Unesid exige a Bruselas me­didas de sal­va­guardia para im­pedir una ava­lancha de im­por­ta­ciones

El acero reclama unas tarifas eléctricas industriales como las de Alemania y Francia

Producir 14 mi­llones de to­ne­ladas le su­pone a las em­presas unos 280 mi­llones de euros más

ARCELORMITTAL
Acereras.

El sector si­de­rúr­gico vuelve a re­clamar al Gobierno unas ta­rifas eléc­tricas equi­pa­ra­bles a las que dis­frutan sus em­presas com­pe­ti­doras ale­manas y fran­cesas para poder estar en igual­dad. Según sus es­ti­ma­cio­nes, las si­de­rúr­gicas ale­manas gozan de unos pre­cios un 50% más bajos y las fran­cesas un 30%, lo que im­pide a las si­de­rúr­gicas es­pañolas ser igual de com­pe­ti­tivas en pre­cios. Producir 14 mi­llones de to­ne­ladas de acero en España le su­pone al con­junto del sector unos 280 mi­llones de euros más que en Francia.

El presidente de la patronal Unesid, Bernardo Velázquez, insiste en que la industria siderúrgica necesita disponer de un suministro eléctrico a un precio predecible y estable, y que sea tan competitivo como el de los países de su entorno. “Tenemos unas tarifas que limitan nuestra competitividad, un 30% más elevadas respecto a Francia y un 50% respecto a Alemania.

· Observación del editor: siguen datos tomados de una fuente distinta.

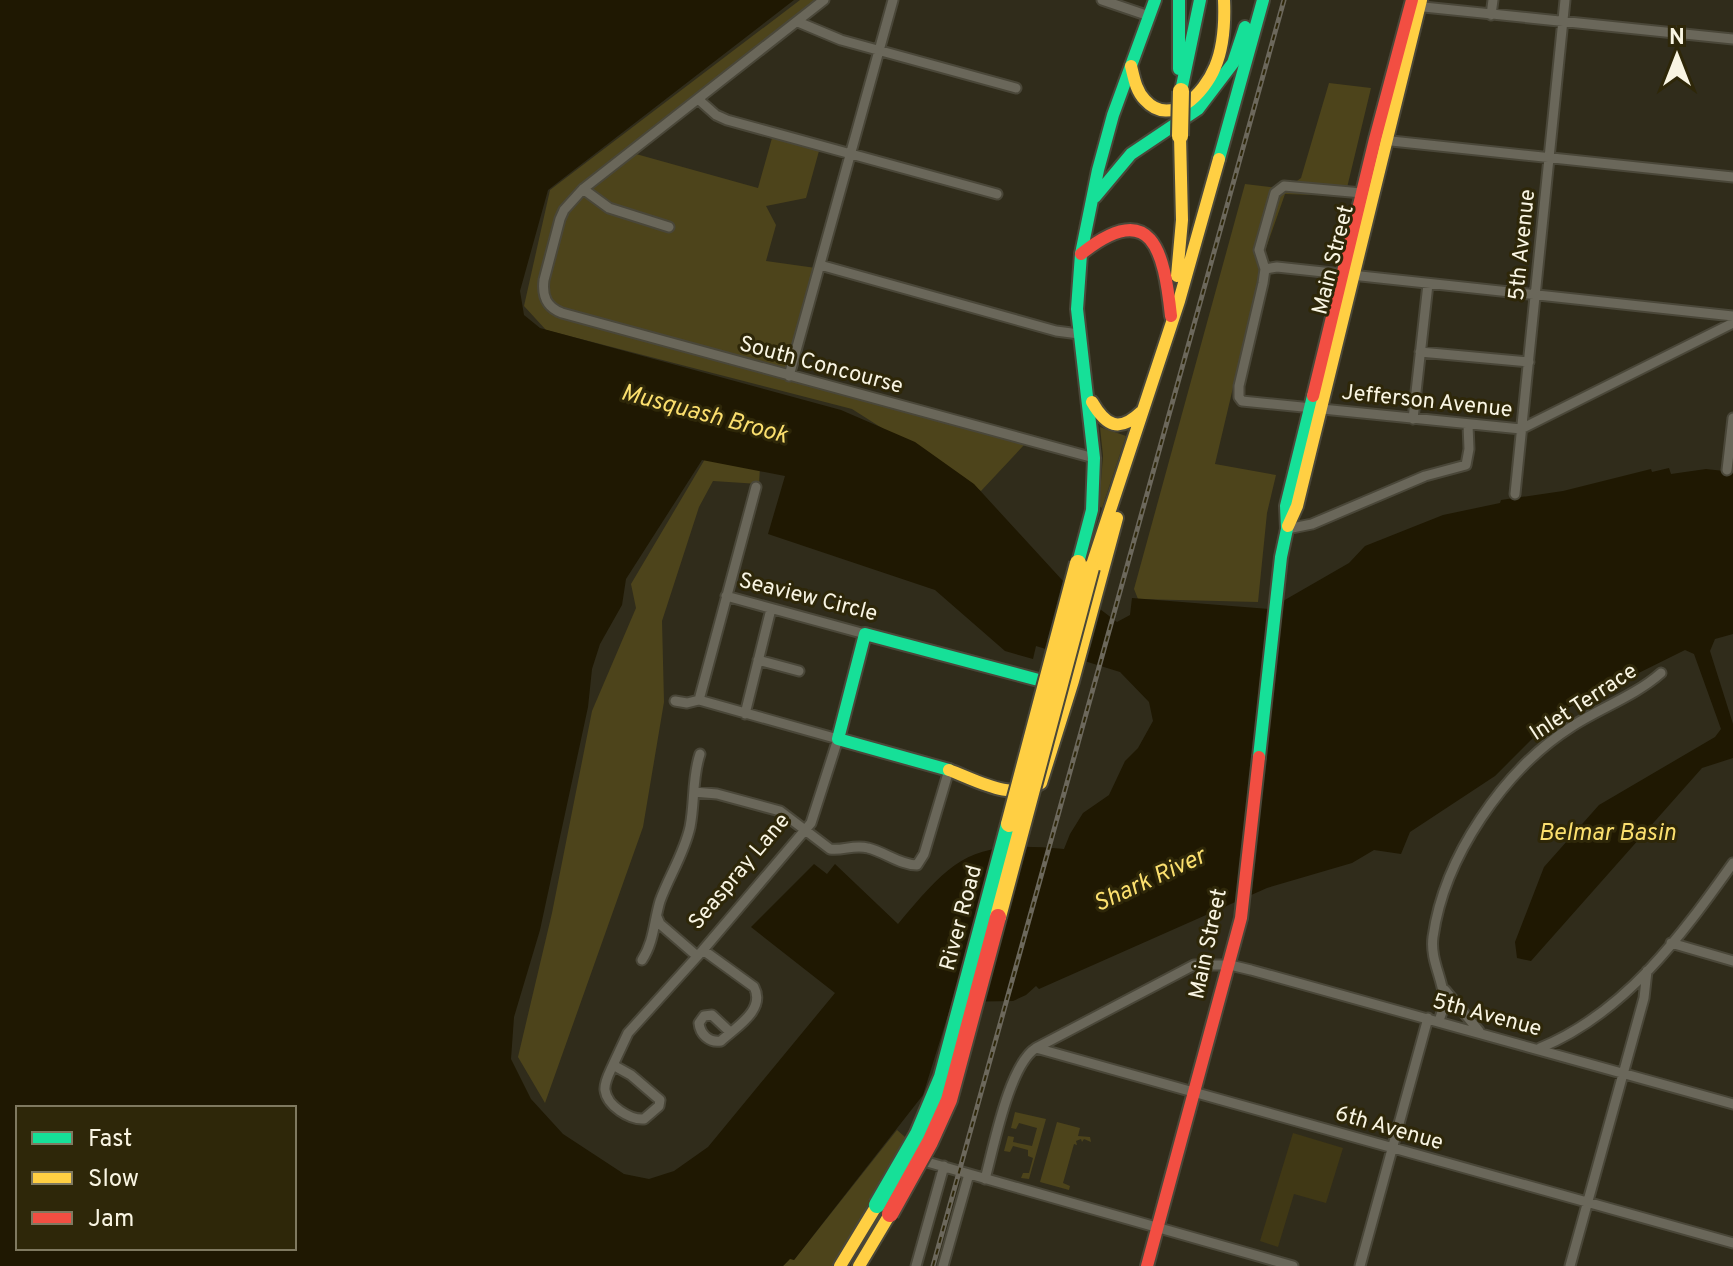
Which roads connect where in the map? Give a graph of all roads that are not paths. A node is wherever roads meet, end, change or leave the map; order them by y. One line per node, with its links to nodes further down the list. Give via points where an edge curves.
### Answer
1 (824, 0): 14 (street)
2 (893, 0): 17 (street)
3 (1102, 0): 12 (street)
4 (1179, 0): 20 (main road)
5 (1200, 0): 20 (main road)
6 (1224, 0): 18 (main road, via 1218,62 1193,100 1168,111 1148,105 1134,88)
7 (1255, 0): 29 (main road, via 1233,63 1217,87 1198,109 1131,154)
8 (1263, 0): 38 (main road)
9 (1493, 0): 13 (street)
10 (1565, 0): 15 (street, 5th Avenue)
11 (1415, 3): 13 (street); 22 (main road, Main Street)
12 (1152, 8): 18 (main road)
13 (1491, 15): 15 (street)
14 (798, 22): 17 (street); 21 (street)
15 (1563, 22): 16 (street); 24 (street, 5th Avenue)
16 (1733, 39)
17 (879, 50): 19 (street); 23 (street)
18 (1131, 65): 29 (main road)
19 (1016, 88)
20 (1181, 91): 38 (main road, bridge, via 1182,220)
21 (698, 99): 23 (street, via 727,120); 26 (street)
22 (1380, 140): 24 (street); 27 (main road, Main Street); 34 (main road, Main Street)
23 (851, 154): 28 (street); 32 (street)
24 (1550, 158): 25 (street); 36 (street, 5th Avenue)
25 (1733, 177)
26 (583, 189): 30 (street, via 609,208); 44 (street, South Concourse, via 560,219 544,280 544,298 551,308)
27 (1362, 193): 33 (street, via 1281,187 1259,250); 34 (main road, Main Street)
28 (997, 194)
29 (1091, 201): 31 (main road)
30 (669, 227)
31 (1081, 254): 38 (main road, via 1109,230 1141,232 1162,260); 40 (main road)
32 (820, 265): 40 (street); 44 (street)
33 (1265, 269): 34 (street); 47 (street, Jefferson Avenue, via 1239,397)
34 (1348, 275): 35 (street); 47 (main road, Main Street)
35 (1428, 284): 36 (street); 41 (street)
36 (1536, 294): 37 (street); 42 (street, 5th Avenue)
37 (1733, 316)
38 (1171, 322): 43 (main road)
39 (1733, 323): 51 (street, Jefferson Avenue)
40 (1079, 334): 45 (main road)
41 (1420, 352): 42 (street); 49 (street)
42 (1529, 362): 51 (street, 5th Avenue)
43 (1155, 373): 46 (main road); 57 (main road)
44 (789, 376): 52 (street, South Concourse)
45 (1087, 394): 46 (main road, via 1107,423 1126,424); 52 (main road)
46 (1143, 409): 57 (main road)
47 (1314, 409): 49 (street, Jefferson Avenue); 56 (main road, Main Street, via 1286,506)
48 (1733, 418): 53 (street)
49 (1413, 419): 50 (street, Jefferson Avenue)
50 (1468, 425): 51 (street, Jefferson Avenue); 56 (street, via 1466,465)
51 (1521, 429): 55 (street, 5th Avenue)
52 (1094, 458): 57 (main road)
53 (1727, 470)
54 (756, 487): 58 (street)
55 (1515, 494)
56 (1287, 529): 79 (main road, Main Street, via 1241,918)
57 (1090, 569): 64 (main road, River Road, bridge); 70 (main road, via 1073,681 1046,772 1035,789 1020,793); 97 (main road, bridge, via 949,1100 930,1142)
58 (726, 596): 59 (street, Seaview Circle); 65 (street, Seaview Circle)
59 (771, 609): 60 (street, Seaview Circle); 61 (street)
60 (865, 634): 64 (main road, Seaview Circle); 68 (main road, Seaspray Lane)
61 (758, 660): 62 (street); 67 (street)
62 (799, 671)
63 (1661, 673): 81 (street, Inlet Terrace, via 1554,739 1497,795 1449,879 1433,938)
64 (1046, 682): 97 (main road, River Road, bridge, via 942,1077)
65 (699, 700): 66 (street); 67 (street)
66 (675, 701)
67 (745, 714): 68 (street)
68 (838, 739): 70 (main road); 72 (street, Seaspray Lane)
69 (700, 754): 71 (street)
70 (949, 770): 72 (street, via 917,865 857,846 830,849)
71 (694, 792): 72 (street, via 780,811); 74 (street, via 683,853)
72 (805, 830): 76 (street, Seaspray Lane)
73 (1733, 863): 75 (street)
74 (657, 917): 76 (street); 77 (street)
75 (1671, 943): 78 (street); 80 (street)
76 (700, 953): 83 (street, via 757,993 754,1010); 87 (street, Seaspray Lane, via 628,1033)
77 (642, 960)
78 (1733, 961)
79 (1230, 965): 82 (street, 5th Avenue); 85 (street, via 1185,969); 89 (main road, Main Street)
80 (1647, 971): 86 (street, via 1597,1018); 88 (street)
81 (1439, 980): 82 (street, Inlet Terrace, via 1444,1002); 84 (street)
82 (1434, 1020): 84 (street, 5th Avenue); 91 (street, Inlet Terrace)
83 (730, 1032)
84 (1481, 1032): 86 (street, 5th Avenue)
85 (1036, 1048): 89 (street, 6th Avenue); 95 (street, via 1019,1065)
86 (1540, 1048): 88 (street, 5th Avenue)
87 (613, 1065): 87 (street, via 606,1094 633,1119 644,1119 660,1100)
88 (1623, 1073): 90 (street, 5th Avenue); 96 (street)
89 (1195, 1093): 91 (street, 6th Avenue); 98 (main road, Main Street)
90 (1733, 1104)
91 (1393, 1148): 96 (street, 6th Avenue); 105 (street, Inlet Terrace)
92 (899, 1155): 93 (street)
93 (944, 1166): 94 (street); 101 (street)
94 (969, 1174): 95 (street); 102 (street)
95 (985, 1179): 98 (street)
96 (1587, 1203): 99 (street, 6th Avenue); 106 (street)
97 (883, 1209): 100 (main road, River Road)
98 (1157, 1227): 103 (main road, Main Street); 104 (street)
99 (1733, 1243)
100 (848, 1265)
101 (916, 1266)
102 (943, 1266)
103 (1147, 1266)
104 (1293, 1266)
105 (1360, 1266)
106 (1570, 1266)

Hay que apostar por una energía que nos permita equipararnos a las empresas comunitarias”, recalcó Bernardo Velázquez en la presentación de los resultados del sector.

Durante 2107, el precio del mercado mayorista de electricidad alemán fue una media de 13,8 euros por kilovatio hora más barato que el español, por lo que Unesid alega que “es posible y necesario adoptar medidas destinadas a evitar esta diferencia”.

Marco tarifario estable y predecible

Bajo su punto de vista, además del diferencial de precios que existe con los países grandes de la Unión Europea, otro de los problemas importantes es la propia volatilidad que tienen las tarifas. Por ese motivo, el sector reclama al nuevo Gobierno de Pedro Sánchez, “un marco tarifario estable y predecible”, que aporte seguridad al sector.

La patronal del acero ha instado al Gobierno, a los partidos políticos, organizaciones empresariales y sindicatos a firmar un Pacto de Estado por la Industria, que permita a las empresas ser más competitivas “en el exigente entorno al que se enfrenta la economía mundial”, ha subrayado el presidente de Unesid. El sector siderúrgico confía que el actual Gobierno lidere el trabajo para la firma de ese Pacto de Estado.

La segunda gran preocupación es el nuevo mercado arancelario que el presidente de Estados Unidos, Donald Trump, ha impuesto a las importaciones de acero. Aunque España exporta a Estados Unidos una parte relativamente pequeña -en 2017 supuso sólo el 3,8% de las exportaciones totales-, el problema para las empresas españolas puede estar en la decisión que la Unión Europea tome sobre la entrada de acero de otros países.

Medidas de salvaguarda

Unesid ha solicitado a la Comisión Europea medidas de salvaguarda que impidan que se produzca una avalancha “indiscriminada” de importaciones procedentes de países y empresas que hayan visto cerrado su acceso al mercado norteamericano.

En palabras de su presidente, “hay países que están exportando a Estados Unidos y pueden ver cerrado el mercado y los flujos comerciales podrían ser desviados a Europa o España, lo cual supondría un grave problema para el sector”. Uno de los países que más miedo genera al sector es Turquía que cada vez exporta más acero a los países comunitarios. Además, están China, India, Corea, Japón y Taiwán.

El consumo de acero en España creció un 8% en 2017 gracias básicamente al despegue que está registrando la construcción. La cifra total ascendió a 13,6 millones de toneladas, mientras que la producción se elevó a 14,4 millones de toneladas, un 5,7% más que en 2016. El volumen de importaciones aumentó también, aunque menos que el consumo, con 9,9 millones de toneladas, un 5% más que el año anterior. El valor monetario del saldo comercial fue positivo en 187 millones, resultado de los 7.379 millones de euros de exportaciones y 7.191 millones de euros de importaciones.

Respecto a 2018, en los cinco primeros meses la producción ha amentado un 1,5% y las entregas han arrancado con más fuerza, creciendo un 9%. Según Unesid, el tono del mercado es positivo y el consumo ha aumentado un 4,1% en el periodo enero-abril. Las exportaciones empezaron a caer en febrero pasado, con lo que se acumula un descenso del 20% en los cuatro primeros meses del año, incluso antes de haberse comenzado a aplicar los nuevos aranceles.